## Assigned task
From the entries below, copy every line that holds the word "dead".
--
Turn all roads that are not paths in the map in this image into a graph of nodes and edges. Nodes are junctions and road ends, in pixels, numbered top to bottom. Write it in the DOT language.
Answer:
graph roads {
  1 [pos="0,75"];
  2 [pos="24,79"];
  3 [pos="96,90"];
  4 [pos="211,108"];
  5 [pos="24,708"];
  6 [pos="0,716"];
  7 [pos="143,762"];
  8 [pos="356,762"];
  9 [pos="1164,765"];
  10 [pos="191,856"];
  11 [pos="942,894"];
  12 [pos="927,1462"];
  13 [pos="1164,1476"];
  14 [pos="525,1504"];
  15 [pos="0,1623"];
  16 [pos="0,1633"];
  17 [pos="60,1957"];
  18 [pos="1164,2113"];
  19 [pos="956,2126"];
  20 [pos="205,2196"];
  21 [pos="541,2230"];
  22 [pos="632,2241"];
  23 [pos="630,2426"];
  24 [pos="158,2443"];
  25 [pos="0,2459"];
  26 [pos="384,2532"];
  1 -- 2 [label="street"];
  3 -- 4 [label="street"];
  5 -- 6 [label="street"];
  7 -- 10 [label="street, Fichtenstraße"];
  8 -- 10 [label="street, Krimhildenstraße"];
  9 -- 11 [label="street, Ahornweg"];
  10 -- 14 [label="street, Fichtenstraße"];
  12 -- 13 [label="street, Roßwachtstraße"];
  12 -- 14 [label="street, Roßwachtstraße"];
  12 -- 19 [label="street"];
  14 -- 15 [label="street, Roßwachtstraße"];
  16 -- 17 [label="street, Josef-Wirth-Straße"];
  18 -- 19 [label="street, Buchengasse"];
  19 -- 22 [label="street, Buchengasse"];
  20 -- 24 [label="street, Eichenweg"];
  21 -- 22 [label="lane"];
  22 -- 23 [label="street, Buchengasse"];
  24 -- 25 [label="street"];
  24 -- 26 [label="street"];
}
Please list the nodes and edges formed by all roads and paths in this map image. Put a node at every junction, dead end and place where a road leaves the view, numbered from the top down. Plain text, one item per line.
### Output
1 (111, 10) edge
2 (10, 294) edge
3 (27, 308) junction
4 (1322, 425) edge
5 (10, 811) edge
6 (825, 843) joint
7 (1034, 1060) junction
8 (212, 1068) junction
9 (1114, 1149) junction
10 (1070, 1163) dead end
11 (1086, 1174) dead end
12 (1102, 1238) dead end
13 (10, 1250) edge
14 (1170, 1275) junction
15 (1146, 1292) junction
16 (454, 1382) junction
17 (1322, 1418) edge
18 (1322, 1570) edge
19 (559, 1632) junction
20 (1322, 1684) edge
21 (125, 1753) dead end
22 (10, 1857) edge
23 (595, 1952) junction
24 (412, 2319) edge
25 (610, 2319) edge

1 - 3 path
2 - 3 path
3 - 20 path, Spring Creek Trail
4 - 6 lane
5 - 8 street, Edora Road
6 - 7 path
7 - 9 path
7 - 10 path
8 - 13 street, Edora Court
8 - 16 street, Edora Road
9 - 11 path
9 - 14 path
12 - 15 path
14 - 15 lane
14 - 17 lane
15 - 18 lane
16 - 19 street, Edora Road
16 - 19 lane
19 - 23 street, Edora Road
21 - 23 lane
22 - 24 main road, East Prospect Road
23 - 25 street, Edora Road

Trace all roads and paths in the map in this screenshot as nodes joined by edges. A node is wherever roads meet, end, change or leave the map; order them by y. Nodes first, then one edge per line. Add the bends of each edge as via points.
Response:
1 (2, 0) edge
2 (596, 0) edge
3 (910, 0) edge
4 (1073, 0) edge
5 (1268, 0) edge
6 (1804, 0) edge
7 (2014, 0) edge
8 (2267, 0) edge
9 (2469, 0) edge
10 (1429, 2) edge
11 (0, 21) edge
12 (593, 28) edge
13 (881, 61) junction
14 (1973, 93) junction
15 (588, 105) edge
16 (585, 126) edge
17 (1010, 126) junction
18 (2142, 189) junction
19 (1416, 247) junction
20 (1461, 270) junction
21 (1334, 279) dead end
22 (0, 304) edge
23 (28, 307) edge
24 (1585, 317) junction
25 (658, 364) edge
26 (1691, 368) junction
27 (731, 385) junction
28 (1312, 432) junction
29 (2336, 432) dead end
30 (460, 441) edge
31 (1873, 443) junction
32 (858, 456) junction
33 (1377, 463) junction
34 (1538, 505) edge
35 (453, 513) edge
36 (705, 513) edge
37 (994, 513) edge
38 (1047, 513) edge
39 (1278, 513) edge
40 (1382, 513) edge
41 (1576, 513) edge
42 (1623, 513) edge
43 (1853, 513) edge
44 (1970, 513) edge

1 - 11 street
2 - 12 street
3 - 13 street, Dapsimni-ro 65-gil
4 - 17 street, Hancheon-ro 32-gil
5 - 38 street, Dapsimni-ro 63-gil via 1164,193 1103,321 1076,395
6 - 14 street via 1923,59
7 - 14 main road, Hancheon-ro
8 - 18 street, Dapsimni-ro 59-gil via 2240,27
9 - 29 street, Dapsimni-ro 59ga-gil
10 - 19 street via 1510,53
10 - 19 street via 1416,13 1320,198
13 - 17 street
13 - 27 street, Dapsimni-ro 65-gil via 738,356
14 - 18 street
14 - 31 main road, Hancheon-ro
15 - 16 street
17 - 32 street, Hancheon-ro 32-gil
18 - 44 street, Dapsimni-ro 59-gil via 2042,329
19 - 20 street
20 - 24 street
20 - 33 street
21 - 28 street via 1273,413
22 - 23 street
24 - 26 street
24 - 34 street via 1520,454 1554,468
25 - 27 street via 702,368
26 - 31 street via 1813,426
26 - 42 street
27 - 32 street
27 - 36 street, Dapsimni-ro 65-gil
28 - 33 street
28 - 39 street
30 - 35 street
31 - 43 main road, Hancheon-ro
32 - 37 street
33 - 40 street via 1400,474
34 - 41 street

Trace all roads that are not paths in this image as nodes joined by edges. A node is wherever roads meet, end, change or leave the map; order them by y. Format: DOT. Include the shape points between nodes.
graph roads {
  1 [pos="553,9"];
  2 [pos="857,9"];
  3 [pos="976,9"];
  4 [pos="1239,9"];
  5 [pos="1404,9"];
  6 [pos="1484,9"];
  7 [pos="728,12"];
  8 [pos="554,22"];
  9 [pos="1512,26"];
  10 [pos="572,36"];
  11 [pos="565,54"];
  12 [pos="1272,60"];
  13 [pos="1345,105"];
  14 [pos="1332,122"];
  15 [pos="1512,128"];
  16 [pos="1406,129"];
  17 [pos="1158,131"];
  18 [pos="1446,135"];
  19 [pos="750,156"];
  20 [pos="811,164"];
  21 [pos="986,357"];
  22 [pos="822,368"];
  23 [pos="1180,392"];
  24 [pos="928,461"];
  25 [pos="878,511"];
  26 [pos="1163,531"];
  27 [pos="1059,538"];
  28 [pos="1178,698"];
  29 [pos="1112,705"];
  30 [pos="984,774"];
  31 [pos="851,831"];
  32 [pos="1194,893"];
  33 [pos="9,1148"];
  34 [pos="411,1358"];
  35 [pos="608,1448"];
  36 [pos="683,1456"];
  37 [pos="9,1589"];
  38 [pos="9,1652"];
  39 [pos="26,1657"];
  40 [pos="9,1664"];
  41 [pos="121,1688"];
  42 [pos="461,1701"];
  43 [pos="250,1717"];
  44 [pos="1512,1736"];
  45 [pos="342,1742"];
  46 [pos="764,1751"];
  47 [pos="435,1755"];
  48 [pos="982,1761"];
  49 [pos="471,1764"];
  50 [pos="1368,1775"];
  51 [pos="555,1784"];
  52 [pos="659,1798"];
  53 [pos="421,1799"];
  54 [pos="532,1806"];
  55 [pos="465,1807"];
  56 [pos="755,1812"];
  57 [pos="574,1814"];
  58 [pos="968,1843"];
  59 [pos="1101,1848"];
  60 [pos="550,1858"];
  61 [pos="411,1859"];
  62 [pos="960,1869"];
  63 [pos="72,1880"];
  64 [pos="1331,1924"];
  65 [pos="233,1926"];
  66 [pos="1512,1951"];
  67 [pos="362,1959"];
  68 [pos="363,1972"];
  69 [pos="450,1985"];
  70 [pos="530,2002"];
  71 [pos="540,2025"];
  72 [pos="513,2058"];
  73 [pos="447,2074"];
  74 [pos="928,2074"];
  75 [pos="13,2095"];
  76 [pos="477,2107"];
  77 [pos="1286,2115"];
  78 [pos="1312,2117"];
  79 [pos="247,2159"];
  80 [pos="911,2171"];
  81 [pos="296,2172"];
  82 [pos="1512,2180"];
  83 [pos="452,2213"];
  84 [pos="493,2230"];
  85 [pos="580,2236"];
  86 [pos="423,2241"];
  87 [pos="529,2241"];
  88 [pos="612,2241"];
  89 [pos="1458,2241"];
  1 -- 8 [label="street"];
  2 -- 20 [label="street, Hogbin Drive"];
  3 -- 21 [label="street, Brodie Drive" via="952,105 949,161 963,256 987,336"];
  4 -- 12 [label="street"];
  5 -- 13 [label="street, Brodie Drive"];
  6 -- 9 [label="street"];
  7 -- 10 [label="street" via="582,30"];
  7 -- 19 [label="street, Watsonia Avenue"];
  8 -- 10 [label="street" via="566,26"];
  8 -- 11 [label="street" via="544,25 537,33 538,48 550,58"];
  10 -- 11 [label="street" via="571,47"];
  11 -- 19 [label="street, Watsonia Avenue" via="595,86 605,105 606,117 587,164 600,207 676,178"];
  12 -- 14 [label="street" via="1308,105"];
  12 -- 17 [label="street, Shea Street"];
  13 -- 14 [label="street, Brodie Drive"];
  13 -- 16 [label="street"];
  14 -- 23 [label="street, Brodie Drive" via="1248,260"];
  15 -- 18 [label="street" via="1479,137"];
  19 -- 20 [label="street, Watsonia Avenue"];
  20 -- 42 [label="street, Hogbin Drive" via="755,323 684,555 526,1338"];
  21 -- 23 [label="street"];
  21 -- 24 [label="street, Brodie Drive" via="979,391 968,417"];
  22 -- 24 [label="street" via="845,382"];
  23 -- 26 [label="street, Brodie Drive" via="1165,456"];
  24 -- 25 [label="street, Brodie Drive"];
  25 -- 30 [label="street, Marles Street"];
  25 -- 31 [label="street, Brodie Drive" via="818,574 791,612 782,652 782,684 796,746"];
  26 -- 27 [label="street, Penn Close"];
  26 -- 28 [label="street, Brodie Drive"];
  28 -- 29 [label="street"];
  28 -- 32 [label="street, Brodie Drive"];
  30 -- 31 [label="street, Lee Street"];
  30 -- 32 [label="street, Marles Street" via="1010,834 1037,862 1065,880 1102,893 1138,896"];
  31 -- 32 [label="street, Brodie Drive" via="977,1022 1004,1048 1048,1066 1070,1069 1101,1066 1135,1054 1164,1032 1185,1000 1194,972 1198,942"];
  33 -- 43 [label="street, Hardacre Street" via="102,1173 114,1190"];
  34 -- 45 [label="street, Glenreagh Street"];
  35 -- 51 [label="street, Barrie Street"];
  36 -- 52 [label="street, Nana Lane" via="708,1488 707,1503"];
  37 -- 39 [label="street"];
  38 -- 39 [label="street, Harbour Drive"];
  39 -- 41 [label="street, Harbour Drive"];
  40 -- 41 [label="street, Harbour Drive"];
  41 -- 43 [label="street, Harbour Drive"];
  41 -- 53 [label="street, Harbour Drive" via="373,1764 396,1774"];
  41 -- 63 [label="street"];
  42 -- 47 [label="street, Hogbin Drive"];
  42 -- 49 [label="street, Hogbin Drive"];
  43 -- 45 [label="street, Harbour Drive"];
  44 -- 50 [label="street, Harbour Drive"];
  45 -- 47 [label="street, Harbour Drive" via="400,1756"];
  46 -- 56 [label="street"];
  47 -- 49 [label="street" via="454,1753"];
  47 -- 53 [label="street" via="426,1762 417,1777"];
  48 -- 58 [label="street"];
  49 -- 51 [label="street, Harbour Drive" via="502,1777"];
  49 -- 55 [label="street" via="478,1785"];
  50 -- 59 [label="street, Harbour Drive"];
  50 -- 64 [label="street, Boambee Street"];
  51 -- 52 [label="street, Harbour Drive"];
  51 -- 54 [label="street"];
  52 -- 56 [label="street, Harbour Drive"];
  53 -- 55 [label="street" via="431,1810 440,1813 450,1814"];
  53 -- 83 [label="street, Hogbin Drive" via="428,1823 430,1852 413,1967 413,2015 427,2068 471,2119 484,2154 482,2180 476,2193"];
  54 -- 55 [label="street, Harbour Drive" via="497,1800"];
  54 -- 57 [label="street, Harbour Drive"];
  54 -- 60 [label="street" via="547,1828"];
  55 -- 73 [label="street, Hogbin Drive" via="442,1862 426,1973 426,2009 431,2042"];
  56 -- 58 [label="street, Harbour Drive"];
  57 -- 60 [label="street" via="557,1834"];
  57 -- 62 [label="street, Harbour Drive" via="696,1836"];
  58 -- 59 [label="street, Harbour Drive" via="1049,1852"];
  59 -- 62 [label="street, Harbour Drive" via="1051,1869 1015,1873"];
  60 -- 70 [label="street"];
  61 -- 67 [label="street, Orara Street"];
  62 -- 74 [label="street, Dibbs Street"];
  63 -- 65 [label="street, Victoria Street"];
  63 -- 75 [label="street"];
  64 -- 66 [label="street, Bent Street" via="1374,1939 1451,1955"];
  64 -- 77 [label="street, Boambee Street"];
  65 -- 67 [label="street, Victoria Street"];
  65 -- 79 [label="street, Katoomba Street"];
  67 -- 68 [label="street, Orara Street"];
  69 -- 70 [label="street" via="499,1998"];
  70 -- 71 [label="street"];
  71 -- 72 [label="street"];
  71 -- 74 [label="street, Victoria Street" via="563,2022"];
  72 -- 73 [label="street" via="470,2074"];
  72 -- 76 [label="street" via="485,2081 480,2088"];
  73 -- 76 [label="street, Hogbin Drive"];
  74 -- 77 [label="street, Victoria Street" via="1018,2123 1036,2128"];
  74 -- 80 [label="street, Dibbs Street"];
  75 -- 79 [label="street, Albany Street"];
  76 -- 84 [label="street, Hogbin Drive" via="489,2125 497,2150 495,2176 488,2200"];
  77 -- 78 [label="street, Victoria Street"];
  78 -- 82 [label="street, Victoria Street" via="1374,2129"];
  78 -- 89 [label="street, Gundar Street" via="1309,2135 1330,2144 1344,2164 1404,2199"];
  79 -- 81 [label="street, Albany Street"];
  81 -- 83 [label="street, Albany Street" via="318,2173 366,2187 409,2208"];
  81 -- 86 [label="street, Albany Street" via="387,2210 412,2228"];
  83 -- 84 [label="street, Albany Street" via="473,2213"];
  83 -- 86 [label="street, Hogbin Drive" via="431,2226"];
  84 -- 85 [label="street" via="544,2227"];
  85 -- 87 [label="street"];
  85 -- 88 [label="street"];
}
--
## Result for this task
Please list the nodes and edges formed by all roads and paths in this map image. Put a node at every junction, dead end and place where a road leaves the view, numbered from the top down. Plain text, one item per line.
10 (1070, 1163) dead end
11 (1086, 1174) dead end
12 (1102, 1238) dead end
21 (125, 1753) dead end
21 (1334, 279) dead end
29 (2336, 432) dead end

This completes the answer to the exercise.